Aim of the task: The response must consist of each line in the listing that has the word "Américas" in it.

*** Recorded data Section Begins ***

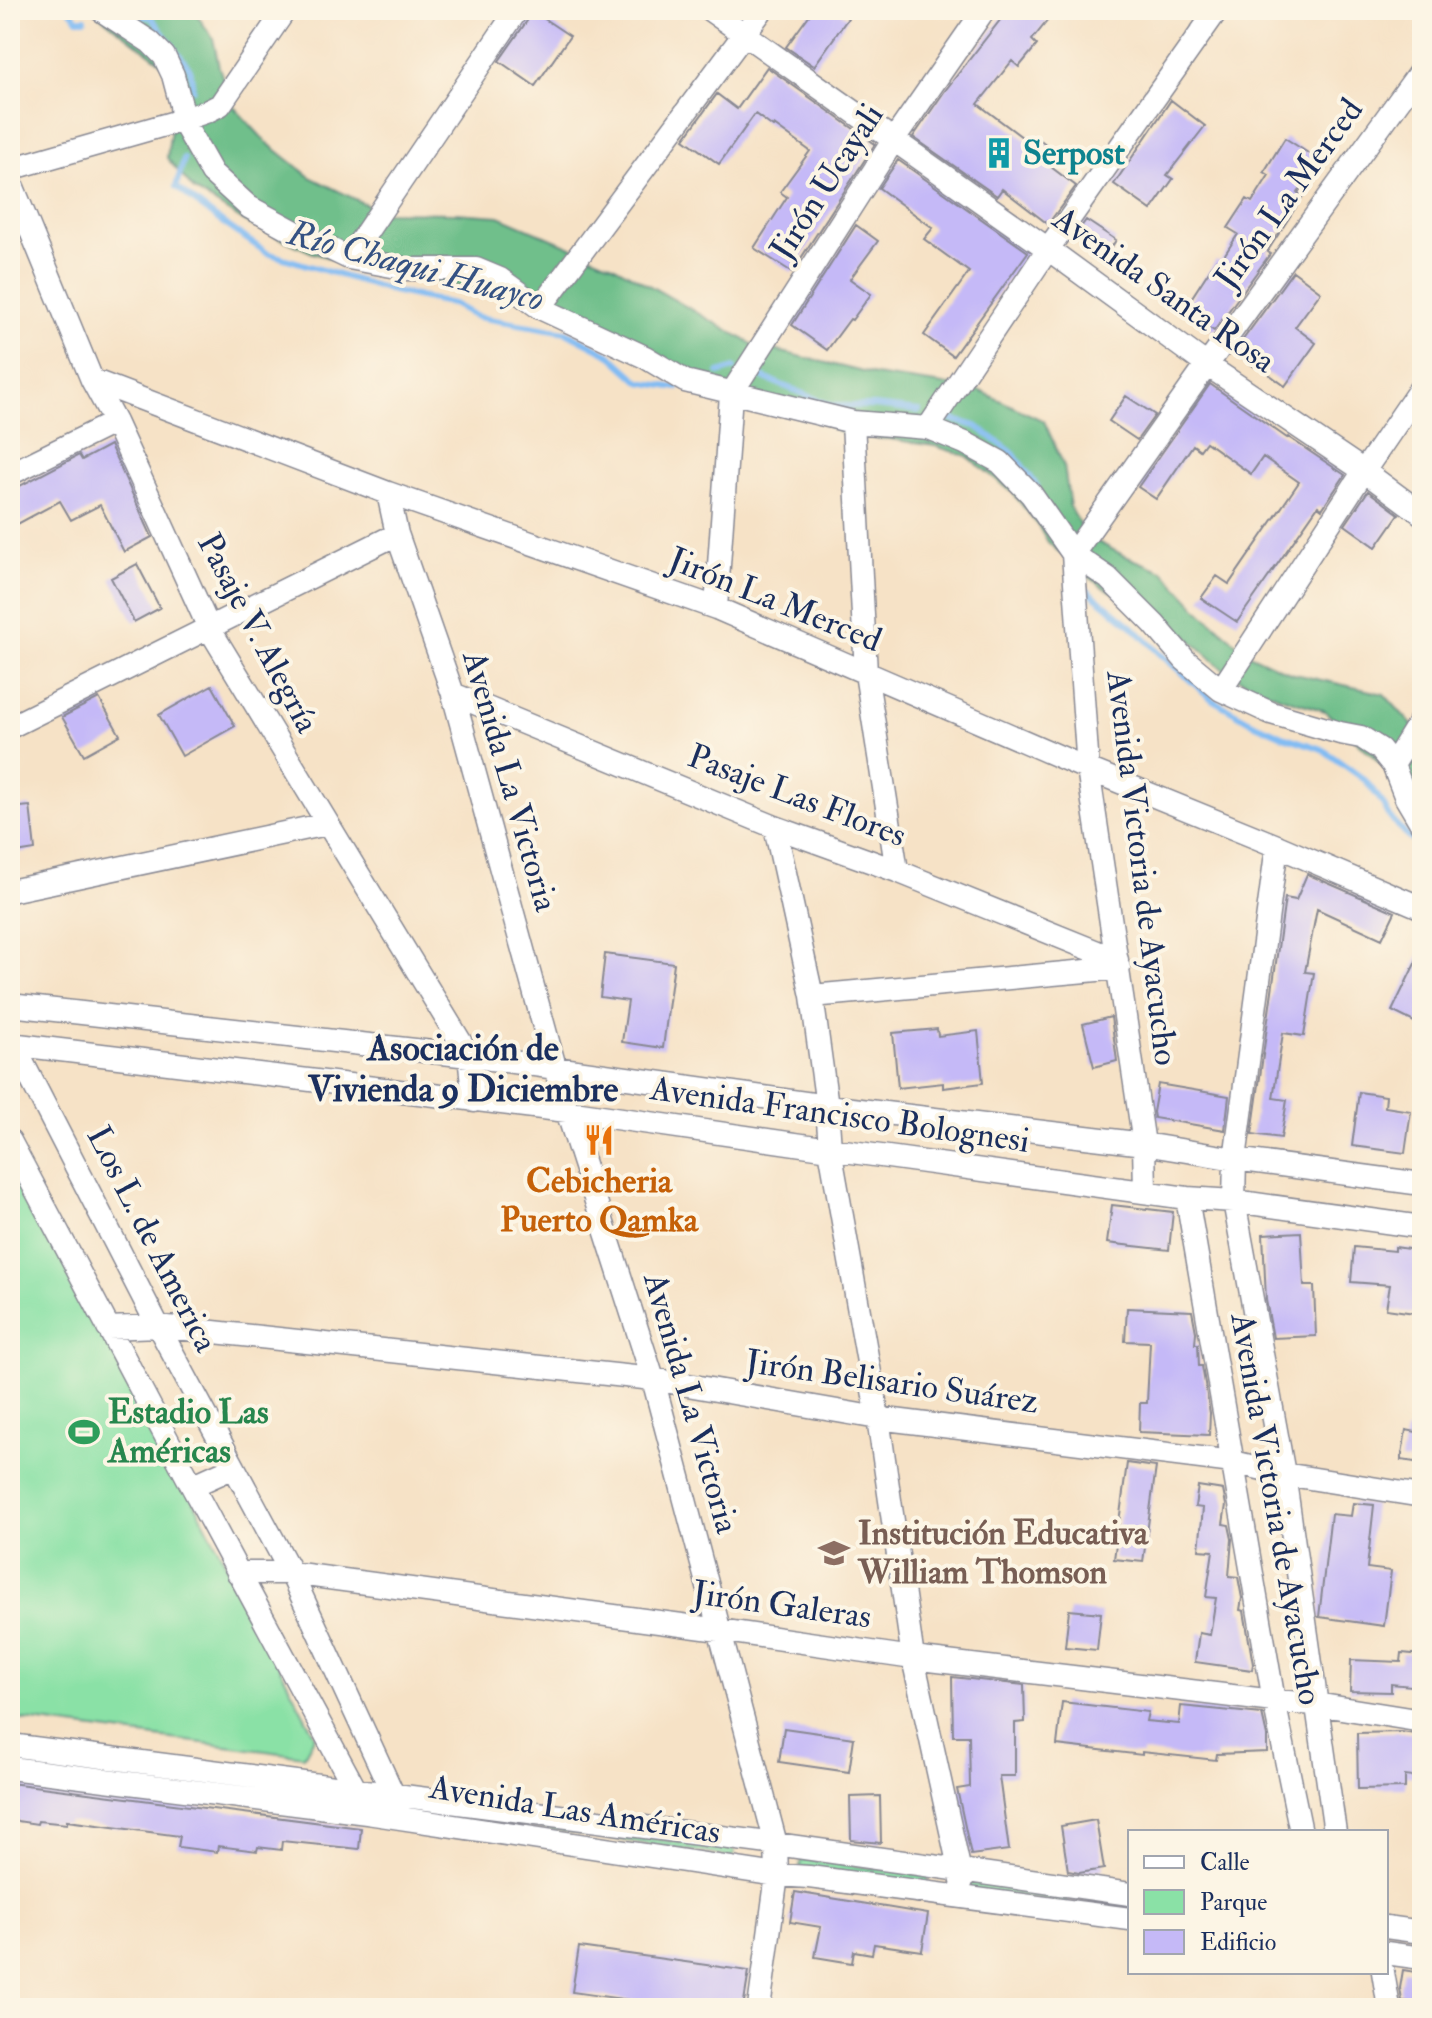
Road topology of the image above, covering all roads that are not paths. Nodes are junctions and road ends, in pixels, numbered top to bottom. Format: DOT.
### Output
graph roads {
  1 [pos="101,10"];
  2 [pos="285,10"];
  3 [pos="517,10"];
  4 [pos="710,10"];
  5 [pos="762,10"];
  6 [pos="984,10"];
  7 [pos="1217,10"];
  8 [pos="745,35"];
  9 [pos="1422,69"];
  10 [pos="182,120"];
  11 [pos="893,141"];
  12 [pos="10,169"];
  13 [pos="10,180"];
  14 [pos="1048,249"];
  15 [pos="349,258"];
  16 [pos="540,308"];
  17 [pos="1207,365"];
  18 [pos="92,380"];
  19 [pos="1422,386"];
  20 [pos="731,394"];
  21 [pos="115,422"];
  22 [pos="853,422"];
  23 [pos="928,428"];
  24 [pos="1364,471"];
  25 [pos="10,474"];
  26 [pos="388,493"];
  27 [pos="1422,514"];
  28 [pos="397,534"];
  29 [pos="1073,554"];
  30 [pos="716,608"];
  31 [pos="209,628"];
  32 [pos="866,673"];
  33 [pos="1221,690"];
  34 [pos="453,694"];
  35 [pos="1422,718"];
  36 [pos="12,721"];
  37 [pos="1393,765"];
  38 [pos="1088,769"];
  39 [pos="327,824"];
  40 [pos="1422,825"];
  41 [pos="775,827"];
  42 [pos="1277,846"];
  43 [pos="897,871"];
  44 [pos="10,891"];
  45 [pos="1422,908"];
  46 [pos="1118,964"];
  47 [pos="812,996"];
  48 [pos="10,1005"];
  49 [pos="227,1030"];
  50 [pos="11,1042"];
  51 [pos="469,1056"];
  52 [pos="557,1068"];
  53 [pos="229,1069"];
  54 [pos="474,1101"];
  55 [pos="827,1106"];
  56 [pos="567,1111"];
  57 [pos="10,1141"];
  58 [pos="1144,1144"];
  59 [pos="830,1149"];
  60 [pos="1235,1159"];
  61 [pos="1422,1184"];
  62 [pos="1145,1191"];
  63 [pos="1187,1198"];
  64 [pos="1234,1201"];
  65 [pos="1422,1227"];
  66 [pos="158,1326"];
  67 [pos="108,1328"];
  68 [pos="653,1379"];
  69 [pos="878,1418"];
  70 [pos="1233,1462"];
  71 [pos="234,1467"];
  72 [pos="1284,1474"];
  73 [pos="192,1486"];
  74 [pos="1422,1496"];
  75 [pos="238,1573"];
  76 [pos="291,1573"];
  77 [pos="719,1630"];
  78 [pos="913,1658"];
  79 [pos="334,1669"];
  80 [pos="298,1684"];
  81 [pos="1274,1701"];
  82 [pos="1316,1704"];
  83 [pos="1422,1721"];
  84 [pos="10,1745"];
  85 [pos="10,1768"];
  86 [pos="356,1790"];
  87 [pos="393,1794"];
  88 [pos="367,1813"];
  89 [pos="399,1818"];
  90 [pos="1301,1830"];
  91 [pos="1335,1830"];
  92 [pos="776,1844"];
  93 [pos="961,1871"];
  94 [pos="777,1875"];
  95 [pos="1128,1894"];
  96 [pos="964,1898"];
  97 [pos="1128,1919"];
  98 [pos="1388,1927"];
  99 [pos="1422,1932"];
  100 [pos="1388,1953"];
  101 [pos="1422,1958"];
  102 [pos="1383,1974"];
  103 [pos="759,2008"];
  104 [pos="1389,2008"];
  1 -- 10 [label="street"];
  2 -- 10 [label="street"];
  3 -- 15 [label="street"];
  4 -- 8 [label="street, Avenida Santa Rosa"];
  5 -- 8 [label="street"];
  6 -- 11 [label="street, Jirón Ucayali"];
  7 -- 14 [label="street"];
  8 -- 11 [label="street, Avenida Santa Rosa"];
  8 -- 16 [label="street"];
  9 -- 17 [label="street, Jirón La Merced"];
  10 -- 12 [label="street"];
  10 -- 15 [label="street"];
  11 -- 14 [label="street, Avenida Santa Rosa"];
  11 -- 20 [label="street, Jirón Ucayali"];
  13 -- 18 [label="street, Pasaje V. Alegría"];
  14 -- 17 [label="street, Avenida Santa Rosa"];
  14 -- 23 [label="street"];
  15 -- 16 [label="street"];
  16 -- 20 [label="street"];
  17 -- 24 [label="street, Avenida Santa Rosa"];
  17 -- 29 [label="street, Jirón La Merced"];
  18 -- 21 [label="street, Pasaje V. Alegría"];
  18 -- 26 [label="street, Jirón La Merced"];
  19 -- 24 [label="street"];
  20 -- 22 [label="street"];
  20 -- 30 [label="street"];
  21 -- 25 [label="street"];
  21 -- 31 [label="street, Pasaje V. Alegría"];
  22 -- 23 [label="street"];
  22 -- 32 [label="street"];
  23 -- 29 [label="street"];
  24 -- 27 [label="street, Avenida Santa Rosa"];
  24 -- 33 [label="street"];
  26 -- 28 [label="street, Avenida La Victoria"];
  26 -- 30 [label="street, Jirón La Merced"];
  28 -- 31 [label="street"];
  28 -- 34 [label="street, Avenida La Victoria"];
  29 -- 33 [label="street"];
  29 -- 38 [label="street, Avenida Victoria de Ayacucho"];
  30 -- 32 [label="street, Jirón La Merced"];
  31 -- 36 [label="street"];
  31 -- 39 [label="street, Pasaje V. Alegría"];
  32 -- 38 [label="street, Jirón La Merced"];
  32 -- 43 [label="street"];
  33 -- 37 [label="street"];
  34 -- 41 [label="street, Pasaje Las Flores"];
  34 -- 52 [label="street, Avenida La Victoria"];
  35 -- 37 [label="street"];
  37 -- 40 [label="street"];
  38 -- 42 [label="street, Jirón La Merced"];
  38 -- 46 [label="street, Avenida Victoria de Ayacucho"];
  39 -- 44 [label="street"];
  39 -- 51 [label="street, Pasaje V. Alegría"];
  41 -- 43 [label="street, Pasaje Las Flores"];
  41 -- 47 [label="street"];
  42 -- 45 [label="street, Jirón La Merced"];
  42 -- 60 [label="street, Avenida Victoria de Ayacucho"];
  43 -- 46 [label="street, Pasaje Las Flores"];
  46 -- 47 [label="street"];
  46 -- 58 [label="street, Avenida Victoria de Ayacucho"];
  47 -- 55 [label="street"];
  48 -- 49 [label="street, Avenida Francisco Bolognesi"];
  49 -- 51 [label="street, Avenida Francisco Bolognesi"];
  49 -- 53 [label="street"];
  50 -- 53 [label="street, Avenida Francisco Bolognesi"];
  50 -- 66 [label="street, Los L. de America"];
  51 -- 52 [label="street, Avenida Francisco Bolognesi"];
  51 -- 54 [label="street, Pasaje V. Alegría"];
  52 -- 55 [label="street, Avenida Francisco Bolognesi"];
  52 -- 56 [label="street, Avenida La Victoria"];
  53 -- 54 [label="street, Avenida Francisco Bolognesi"];
  54 -- 56 [label="street, Avenida Francisco Bolognesi"];
  55 -- 58 [label="street, Avenida Francisco Bolognesi"];
  55 -- 59 [label="street"];
  56 -- 59 [label="street, Avenida Francisco Bolognesi"];
  56 -- 68 [label="street, Avenida La Victoria"];
  57 -- 67 [label="street"];
  58 -- 60 [label="street, Avenida Francisco Bolognesi"];
  58 -- 62 [label="street, Avenida Victoria de Ayacucho"];
  59 -- 62 [label="street, Avenida Francisco Bolognesi"];
  59 -- 69 [label="street"];
  60 -- 61 [label="street, Avenida Francisco Bolognesi"];
  60 -- 64 [label="street, Avenida Victoria de Ayacucho"];
  62 -- 63 [label="street, Avenida Francisco Bolognesi"];
  63 -- 64 [label="street, Avenida Francisco Bolognesi"];
  63 -- 70 [label="street, Avenida Victoria de Ayacucho"];
  64 -- 65 [label="street, Avenida Francisco Bolognesi"];
  64 -- 72 [label="street, Avenida Victoria de Ayacucho"];
  66 -- 67 [label="street, Jirón Belisario Suárez"];
  66 -- 68 [label="street, Jirón Belisario Suárez"];
  66 -- 71 [label="street, Los L. de America"];
  67 -- 73 [label="street"];
  68 -- 69 [label="street, Jirón Belisario Suárez"];
  68 -- 77 [label="street, Avenida La Victoria"];
  69 -- 70 [label="street, Jirón Belisario Suárez"];
  69 -- 78 [label="street"];
  70 -- 72 [label="street, Jirón Belisario Suárez"];
  70 -- 81 [label="street, Avenida Victoria de Ayacucho"];
  71 -- 73 [label="street"];
  71 -- 76 [label="street, Los L. de America"];
  72 -- 74 [label="street, Jirón Belisario Suárez"];
  72 -- 82 [label="street, Avenida Victoria de Ayacucho"];
  73 -- 75 [label="street"];
  75 -- 76 [label="street, Jirón Galeras"];
  75 -- 80 [label="street"];
  76 -- 77 [label="street, Jirón Galeras"];
  76 -- 79 [label="street, Los L. de America"];
  77 -- 78 [label="street, Jirón Galeras"];
  77 -- 92 [label="street, Avenida La Victoria"];
  78 -- 81 [label="street, Jirón Galeras"];
  78 -- 93 [label="street"];
  79 -- 80 [label="street"];
  79 -- 87 [label="street, Los L. de America"];
  80 -- 86 [label="street"];
  81 -- 82 [label="street, Jirón Galeras"];
  81 -- 90 [label="street, Avenida Victoria de Ayacucho"];
  82 -- 83 [label="street, Jirón Galeras"];
  82 -- 91 [label="street, Avenida Victoria de Ayacucho"];
  84 -- 86 [label="street, Avenida Las Américas"];
  85 -- 88 [label="street, Avenida Las Américas"];
  86 -- 87 [label="street, Avenida Las Américas"];
  86 -- 88 [label="street"];
  87 -- 89 [label="street, Los L. de America"];
  87 -- 92 [label="street, Avenida Las Américas"];
  88 -- 89 [label="street, Avenida Las Américas"];
  89 -- 94 [label="street, Avenida Las Américas"];
  92 -- 93 [label="street, Avenida Las Américas"];
  92 -- 94 [label="street, Avenida La Victoria"];
  93 -- 95 [label="street, Avenida Las Américas"];
  93 -- 96 [label="street"];
  94 -- 96 [label="street, Avenida Las Américas"];
  94 -- 103 [label="street, Avenida La Victoria"];
  96 -- 97 [label="street, Avenida Las Américas"];
  98 -- 99 [label="street"];
  100 -- 101 [label="street"];
  102 -- 104 [label="street"];
}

*** Recorded data Section Ends ***

Response area:
  84 -- 86 [label="street, Avenida Las Américas"];
  85 -- 88 [label="street, Avenida Las Américas"];
  86 -- 87 [label="street, Avenida Las Américas"];
  87 -- 92 [label="street, Avenida Las Américas"];
  88 -- 89 [label="street, Avenida Las Américas"];
  89 -- 94 [label="street, Avenida Las Américas"];
  92 -- 93 [label="street, Avenida Las Américas"];
  93 -- 95 [label="street, Avenida Las Américas"];
  94 -- 96 [label="street, Avenida Las Américas"];
  96 -- 97 [label="street, Avenida Las Américas"];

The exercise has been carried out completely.